微笑みの国は微笑んでくれるか

 タイは「微笑みの国」である、と良く言われます。一方で前のページに書いたように、観光客がちょっと気を抜くと、有り金をすべて失ってしまうというリスクもガイドブックには書かれています。

 どちらが正しいのか?。初めてバンコクに行ったときは、入国審査会場でやたら待たされ、ようやくたどり着いて直面した係官は仏頂面で、私の場合は書類上特に問題なかったので、数分で手続は終了しましたが、およそ「微笑みの国」とは無縁な態度でした。

 その後恐る恐る?空港の両替所に行き、カウンター越しに日本円を渡すと、これもあくまで事務的に為替レートの確認と共に、目にも止まらぬ速さで数えられた紙幣が目の前に差し出され、ここでも微笑みとは無縁。

 薄暗いドンムアン空港内の出口付近にたむろする浅黒く、目玉をギョロつかせた男たちの集団に恐れをなして(単なる出迎えの人たちです)、この時はあえてリムジンを選択。

 当然目玉ギョロギョロの人は微笑みとは無縁でしたが、リムジンのカウンターでは美女が満面の笑みをたたえて迎えてくれ(営業用スマイル?)、ここでようやく微笑みを実感。私の頬も若干緩みました。

 その場でリムジンの運転手さんを紹介され、運転手さんの後について、先ほどの目玉ギョロギョロ集団の間を抜け、車に到着。運転手さんは片言の英語を話す感じでしたが、私の緊張感が伝わったのかホテルまで終始無言。

 こちらはもしかしたらリムジン毎どこかの怪しい地域に連れ込まれ身ぐるみ剥がされるのではという不安が消えず、傍らの手荷物バッグをしっかりと抱え(車の中で抱えていても意味がないのですが)、地図を見ながら車の進行状況を確認するも、夜の道でどこを走っているかまったく不明。

 ただ日本資本の企業の看板が道沿いに立てられているのを見て、日本はここまで進出しているんだという認識を改めて持ちました。

 不安を抱えながら30分ほど経過すると、リムジンは滑るようにホテルエントランスに浸入(エメラルドホテルです)。ドアがさっと開けられ、最敬礼の状態で迎えられたのは良かったのですが、私の方はそのような待遇に慣れていないので、うろたえながら転がるようにリムジンを下車。

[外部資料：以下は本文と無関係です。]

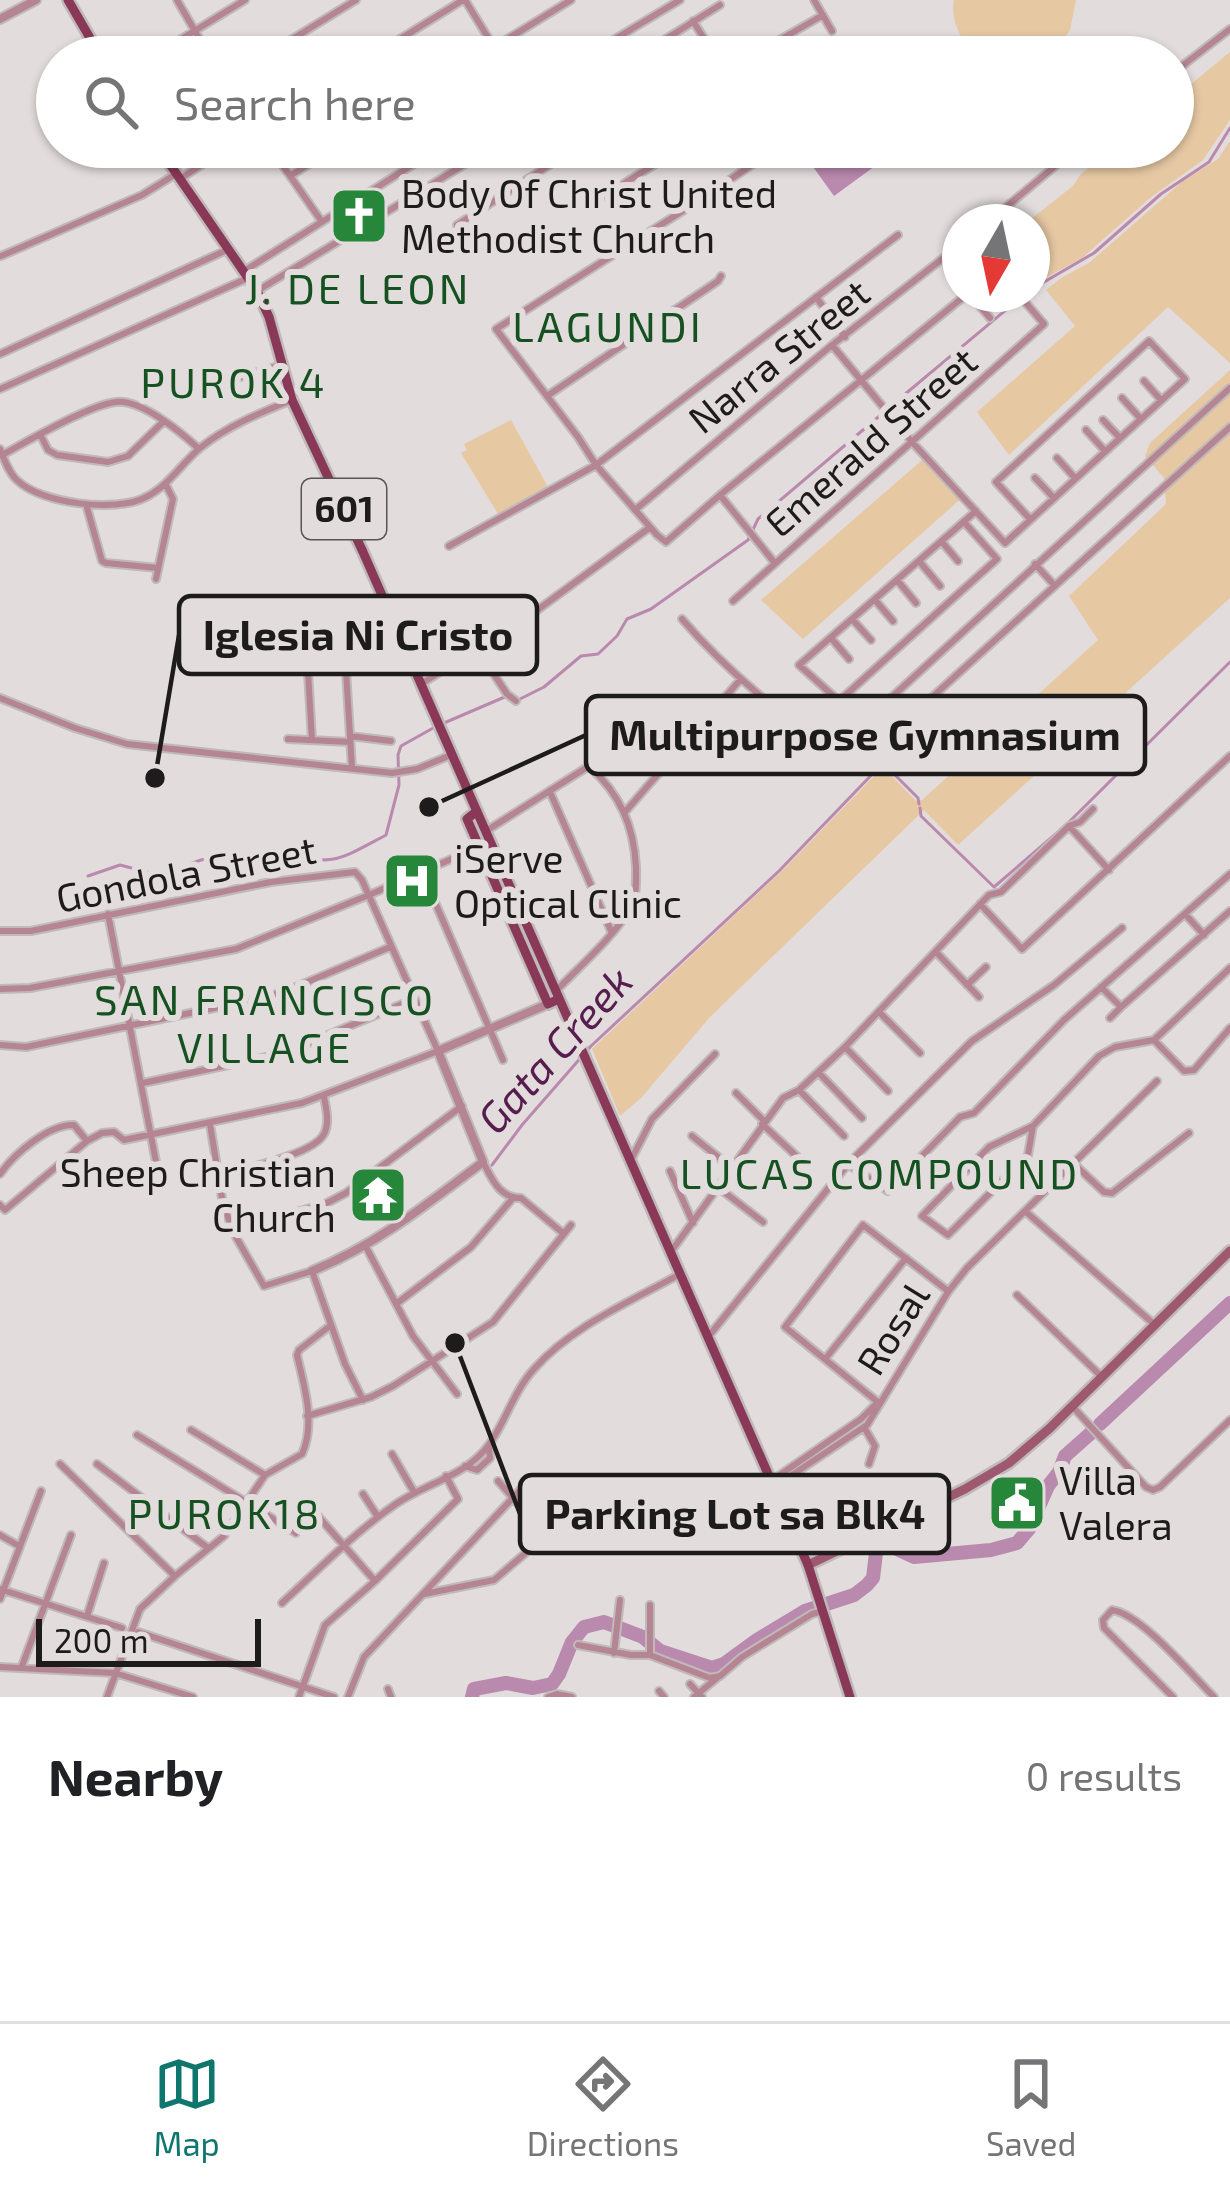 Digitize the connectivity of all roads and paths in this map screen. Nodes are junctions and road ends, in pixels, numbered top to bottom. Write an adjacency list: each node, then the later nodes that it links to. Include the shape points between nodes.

 ドアに近づくとその瞬間に人の手でドアが開けられ、フロントロビーへ。フロント前で二人の美女がワイをして、ここで再び「微笑み」に遭遇。フロントマンは丁寧でしたが、その後あらわれた支配人?は日本語ペラペラで、ここでも微笑みに遭遇。

 手続を終えて部屋まで荷物を運んでくれたお兄ちゃんもにこやかに対応してくれ、私の方は「遂に自力でここまでたどり着いたんだ」という満足感の元、初めてのバンこク旅行が始まりました。

 その後前回書いたような思わぬトラブルというか事件に巻きこまれながらも、こちらが毅然と対応すれば(単にはっきりノーというだけですが)それほど危険な街ではないということが徐々に理解でき、さらにこちらがにこやかな顔で対応していれば、どんな場所でも微笑みが帰ってくると言うこと事を体感。

 なるほど、「微笑みの国」というのは、自分自身がある程度余裕をもって「微笑んで」いないと、なかなか感じることは出来ないんだなと、当たり前の事に気がつきました。

 世界中どこへ行っても残念ながらずるがしこいことを考えている人はいますが、その数の何倍も親切にしてくれる人がいることも事実です。

 要はこちらの気持ちの持ちようだと思いますが、日本人の中にも、タイが日本より経済的に劣っているから、タイ人も劣っていると認識している人が少なからずいるようで、そういう人たちは「微笑み」を得られないのかなと感じています。